Elle n’arrête pas de s’expliquer alors qu’on plane déjà, je me mets à danser, d’abord toute seule et puis tout contre elle. Il faut que ça glisse alors on enlève nos habits. Ensuite, il faut faire fonctionner tous les muscles de notre ventre pour la voix grave, la respiration, on ouvre la poitrine qui gicle déjà sur elle et on passe en voix de tête, de tétée même pour la bouche de Fanny qui aspire de toutes ses forces à me faire mal à en tester ma voix de sifflet. Fanny est pure, elle n’a pas encore reçue l’extrême onction de nos fluides en elle. Où est Ava ? Elle en a profité pour s’éclipser dans son bureau, sans doute appelée par l’inspiration. Comme Fanny, revigorée par mon lait béni et tout d’un coup très inspirée par la dégustation de mon anatomie primaire que sa langue découvre pli après pli pour faire le tri de mes réactions aiguës. En montant sur son ventre j’ai du mal à tenir l’équilibre, j’ai l’impression de gravir la montagne de l’Est mais j’arrive à suffisamment écarter les cuisses pour faire ventouse contre son ventre. À la première inspiration de ses humeurs intimes en moi, j’ai l’impression de décoller comme une fusée. Je me concentre de toutes mes forces pour ensuite répondre à la pression avant d’exploser. Je pense fort et je visualise : « je suis une seringue et je pousse sur le piston pour te vacciner de mon sérum de paix, d’amour et de vie éternelle par mélange et duplication des individues sur Gaïa notre planète mère et nous sommes ses filles. » Fanny est tellement chaude que la sauce fait déjà son effet et ses seins gonflent déjà de désir de me nourrir. On a à peine de temps de se grimer de tâches noires aléatoirement sur le corps pour jouer la scène. Fanny se met à quatre pattes et je passe sous elle, sur le dos et ma bouche cherche les mamelles pendantes qui suintent déjà sous la pression de notre premier lait à nous. Entre deux gorgées je gémis deux syllabes. Maman. Fanny me répond en meuglant de sa voix la plus solennelle. On célèbre le don de vie par alimentation de la Fémunité de tout notre mamour.

Analyse

Ce chapitre représente un paroxysme sensuel et mystique où la relation entre Jenna et Fanny dépasse le cadre pédagogique pour devenir une cérémonie d’initiation lactée et hallucinogène. Sous l’effet des psychotropes cultivés par Fanny, les frontières entre corps, esprit et spiritualité s’estompent, et l’acte sexuel se transforme en un rituel de transmission vitale et de fusion cosmique. Jenna y incarne à nouveau le rôle de déesse nourricière et initiatrice, tandis que Fanny devient la néophyte accueillante, transformée par l’échange des fluides. Ava, en retrait, laisse l’espace à cette expérience extatique à deux, qui célèbre la maternité symbolique et la communion avec Gaïa.

Symbolique

1. Les psychotropes comme catalyseurs spirituels

Les plantes cultivées « au son de la musique » par Fanny ont des « effets très particuliers » et sont présentées comme pédagogiques. Elles ne servent pas à fuir la réalité, mais à amplifier la perception et à faciliter la connexion sacrée. La drogue est ici un outil d’exploration mystique, qui permet de dépasser les inhibitions et d’accéder à des états de conscience élargis.
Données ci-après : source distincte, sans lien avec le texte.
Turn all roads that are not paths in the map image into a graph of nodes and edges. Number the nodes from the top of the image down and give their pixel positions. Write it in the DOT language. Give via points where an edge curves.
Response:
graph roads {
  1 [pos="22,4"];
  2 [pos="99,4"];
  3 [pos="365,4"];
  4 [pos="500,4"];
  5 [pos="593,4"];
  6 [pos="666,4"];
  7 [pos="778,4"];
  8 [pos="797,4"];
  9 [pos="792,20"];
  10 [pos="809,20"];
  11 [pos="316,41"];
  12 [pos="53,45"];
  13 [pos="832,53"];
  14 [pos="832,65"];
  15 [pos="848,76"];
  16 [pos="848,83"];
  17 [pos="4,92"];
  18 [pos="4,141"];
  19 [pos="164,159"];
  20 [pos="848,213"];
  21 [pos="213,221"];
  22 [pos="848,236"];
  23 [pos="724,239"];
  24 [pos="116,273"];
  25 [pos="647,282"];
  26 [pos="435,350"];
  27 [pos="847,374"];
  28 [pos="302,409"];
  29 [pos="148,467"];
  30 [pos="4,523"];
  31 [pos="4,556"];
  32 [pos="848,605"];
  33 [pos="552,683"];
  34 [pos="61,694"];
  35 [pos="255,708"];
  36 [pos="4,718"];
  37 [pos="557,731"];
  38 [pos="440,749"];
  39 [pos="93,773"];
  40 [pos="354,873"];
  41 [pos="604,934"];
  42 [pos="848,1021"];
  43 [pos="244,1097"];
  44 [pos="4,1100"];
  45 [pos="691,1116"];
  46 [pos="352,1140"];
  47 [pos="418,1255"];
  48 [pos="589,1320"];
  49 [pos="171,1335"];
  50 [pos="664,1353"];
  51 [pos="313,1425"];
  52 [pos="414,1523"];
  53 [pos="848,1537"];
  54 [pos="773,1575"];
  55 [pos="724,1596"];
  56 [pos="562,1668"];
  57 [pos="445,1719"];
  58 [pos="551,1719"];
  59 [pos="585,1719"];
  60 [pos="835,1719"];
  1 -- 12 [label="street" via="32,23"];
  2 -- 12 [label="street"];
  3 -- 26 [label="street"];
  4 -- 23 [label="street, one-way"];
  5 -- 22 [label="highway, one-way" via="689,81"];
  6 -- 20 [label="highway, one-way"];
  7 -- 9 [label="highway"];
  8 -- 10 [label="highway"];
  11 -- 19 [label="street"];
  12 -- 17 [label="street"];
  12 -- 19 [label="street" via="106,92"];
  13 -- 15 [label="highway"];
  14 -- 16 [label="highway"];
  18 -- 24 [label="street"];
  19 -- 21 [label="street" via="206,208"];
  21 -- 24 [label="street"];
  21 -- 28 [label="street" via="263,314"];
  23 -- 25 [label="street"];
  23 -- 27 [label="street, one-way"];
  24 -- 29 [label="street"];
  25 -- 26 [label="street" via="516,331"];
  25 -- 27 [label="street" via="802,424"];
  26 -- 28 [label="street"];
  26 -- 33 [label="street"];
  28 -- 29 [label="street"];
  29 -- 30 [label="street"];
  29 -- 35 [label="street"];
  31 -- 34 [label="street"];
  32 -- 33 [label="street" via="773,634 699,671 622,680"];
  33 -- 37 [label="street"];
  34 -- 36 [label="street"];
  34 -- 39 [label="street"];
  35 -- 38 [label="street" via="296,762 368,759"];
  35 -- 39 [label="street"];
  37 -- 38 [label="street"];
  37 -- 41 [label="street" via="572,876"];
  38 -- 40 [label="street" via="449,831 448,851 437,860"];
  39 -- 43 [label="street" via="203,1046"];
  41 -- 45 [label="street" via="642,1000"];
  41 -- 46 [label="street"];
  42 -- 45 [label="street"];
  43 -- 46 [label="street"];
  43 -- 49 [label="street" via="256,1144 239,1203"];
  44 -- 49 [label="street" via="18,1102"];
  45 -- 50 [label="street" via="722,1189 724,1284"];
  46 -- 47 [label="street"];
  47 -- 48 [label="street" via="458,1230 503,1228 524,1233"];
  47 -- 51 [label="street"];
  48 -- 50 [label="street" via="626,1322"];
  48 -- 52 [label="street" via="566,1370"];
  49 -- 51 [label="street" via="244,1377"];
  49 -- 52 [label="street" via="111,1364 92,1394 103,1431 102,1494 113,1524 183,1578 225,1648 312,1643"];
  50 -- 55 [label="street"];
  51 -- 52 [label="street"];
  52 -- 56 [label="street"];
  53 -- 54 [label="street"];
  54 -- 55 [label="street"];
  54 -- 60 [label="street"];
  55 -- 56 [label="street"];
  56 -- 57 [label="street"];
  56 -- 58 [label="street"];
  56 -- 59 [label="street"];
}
2. La voix et le corps comme instruments sacrés

Le cours de chant se transforme en rituel corporel : la respiration, la voix grave, la voix de tête, deviennent des moyens d’activation érotique et énergétique. La bouche de Fanny qui « aspire de toutes ses forces » jusqu’à faire mal, puis le « sifflet », illustrent une utilisation du corps comme instrument de plaisir et de transe.
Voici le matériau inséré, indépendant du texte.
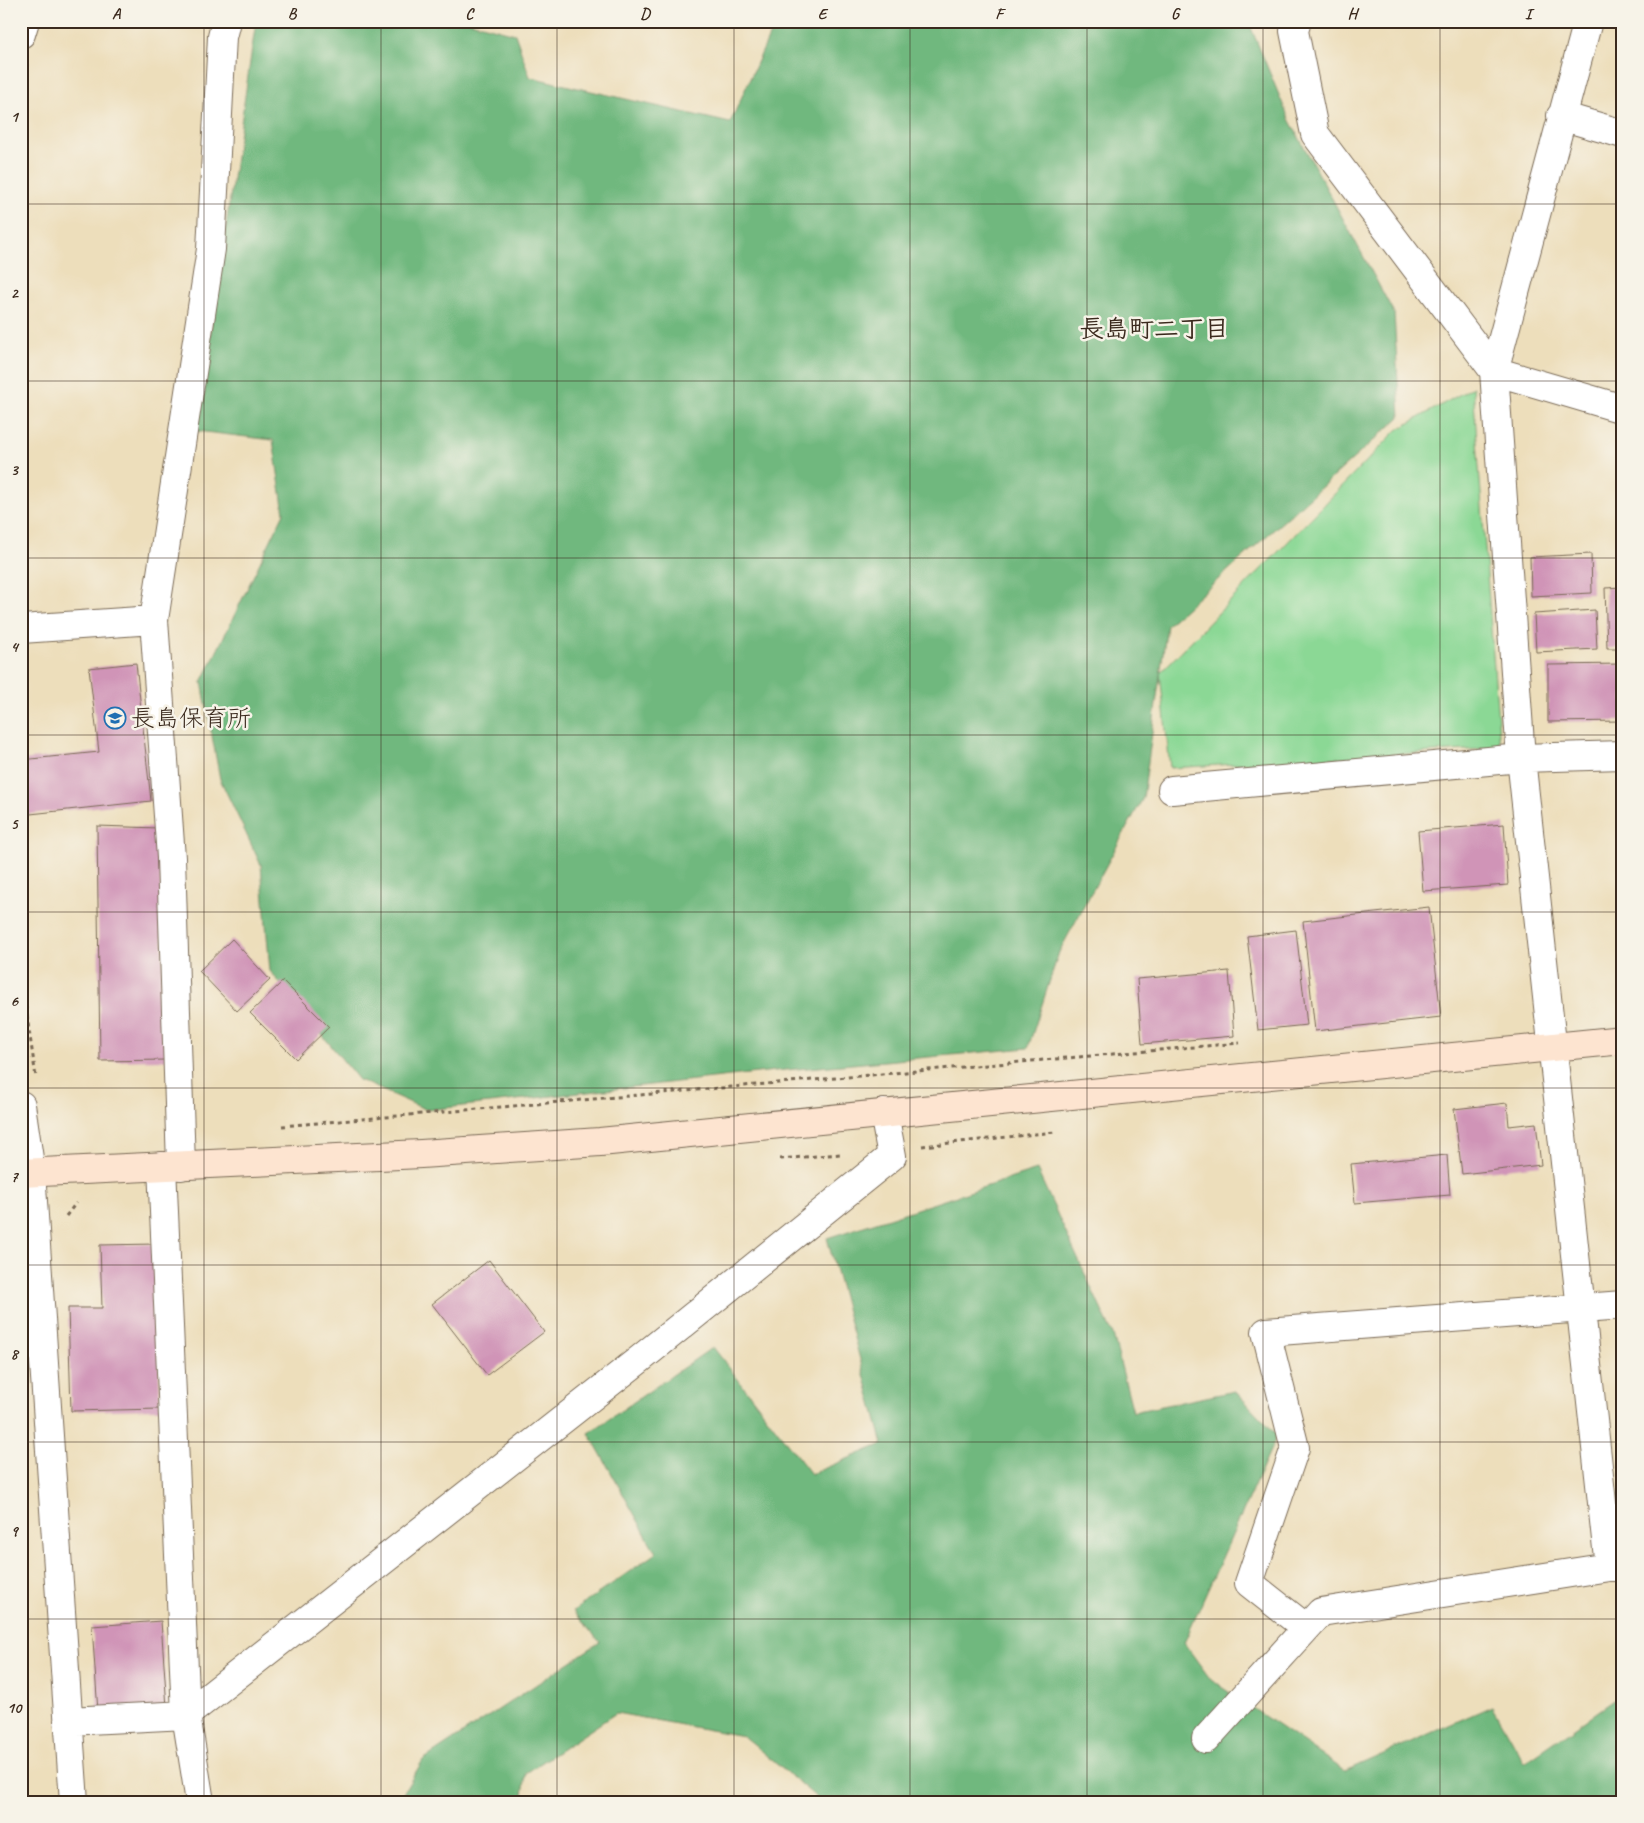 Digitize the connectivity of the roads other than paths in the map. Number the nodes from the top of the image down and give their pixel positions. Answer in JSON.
{"nodes":[{"id":1,"x":25,"y":21,"type":"edge"},
{"id":2,"x":226,"y":21,"type":"edge"},
{"id":3,"x":1588,"y":21,"type":"edge"},
{"id":4,"x":1291,"y":24,"type":"edge"},
{"id":5,"x":21,"y":34,"type":"edge"},
{"id":6,"x":1561,"y":116,"type":"junction"},
{"id":7,"x":1623,"y":134,"type":"edge"},
{"id":8,"x":1494,"y":371,"type":"junction"},
{"id":9,"x":1623,"y":409,"type":"edge"},
{"id":10,"x":154,"y":620,"type":"junction"},
{"id":11,"x":21,"y":629,"type":"edge"},
{"id":12,"x":1623,"y":755,"type":"edge"},
{"id":13,"x":1520,"y":758,"type":"junction"},
{"id":14,"x":1172,"y":790,"type":"dead end"},
{"id":15,"x":1623,"y":1040,"type":"edge"},
{"id":16,"x":1551,"y":1046,"type":"junction"},
{"id":17,"x":29,"y":1095,"type":"edge"},
{"id":18,"x":884,"y":1113,"type":"junction"},
{"id":19,"x":171,"y":1166,"type":"junction"},
{"id":20,"x":26,"y":1172,"type":"edge"},
{"id":21,"x":1623,"y":1305,"type":"edge"},
{"id":22,"x":1582,"y":1309,"type":"junction"},
{"id":23,"x":1616,"y":1567,"type":"edge"},
{"id":24,"x":1306,"y":1628,"type":"junction"},
{"id":25,"x":186,"y":1714,"type":"junction"},
{"id":26,"x":68,"y":1721,"type":"junction"},
{"id":27,"x":1206,"y":1739,"type":"dead end"},
{"id":28,"x":74,"y":1802,"type":"edge"},
{"id":29,"x":200,"y":1802,"type":"edge"}],
"edges":[{"from":1,"to":5,"type":"street"},
{"from":2,"to":10,"type":"street"},
{"from":3,"to":6,"type":"street"},
{"from":4,"to":8,"type":"street"},
{"from":6,"to":7,"type":"street"},
{"from":6,"to":8,"type":"street"},
{"from":8,"to":9,"type":"street"},
{"from":8,"to":13,"type":"street"},
{"from":10,"to":11,"type":"street"},
{"from":10,"to":19,"type":"street"},
{"from":12,"to":13,"type":"street"},
{"from":13,"to":14,"type":"street"},
{"from":13,"to":16,"type":"street"},
{"from":15,"to":16,"type":"street"},
{"from":16,"to":18,"type":"street"},
{"from":16,"to":22,"type":"street"},
{"from":17,"to":20,"type":"street"},
{"from":18,"to":19,"type":"street"},
{"from":18,"to":25,"type":"street"},
{"from":19,"to":20,"type":"street"},
{"from":19,"to":25,"type":"street"},
{"from":20,"to":26,"type":"street"},
{"from":21,"to":22,"type":"street"},
{"from":22,"to":23,"type":"street"},
{"from":22,"to":24,"type":"street"},
{"from":23,"to":24,"type":"street"},
{"from":24,"to":27,"type":"street"},
{"from":25,"to":26,"type":"street"},
{"from":25,"to":29,"type":"street"},
{"from":26,"to":28,"type":"street"}]}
3. L’initiation lactée et le baptême des fluides

Fanny reçoit « l’extrême onction de nos fluides », ce qui en fait une initiée à la Fémunité sacrée. Le lait de Jenna est « béni », il transmet une grâce. L’allaitement mutuel (« mes seins gonflent déjà de désir de me nourrir ») crée une relation symbiotique et circulaire, où chacune est à la fois mère et enfant.

4. La visualisation comme acte de pouvoir créateur

Jenna visualise : « je suis une seringue et je pousse sur le piston pour te vacciner de mon sérum de paix, d’amour et de vie éternelle. » Cette image médicale et sacrée transforme l’échange sexuel en une inoculation spirituelle. Le « vaccin » ne protège pas d’une maladie, mais transmet une essence : la paix, l’amour, l’éternité par le mélange et la duplication.

5. La maternité symbolique et le « mamour »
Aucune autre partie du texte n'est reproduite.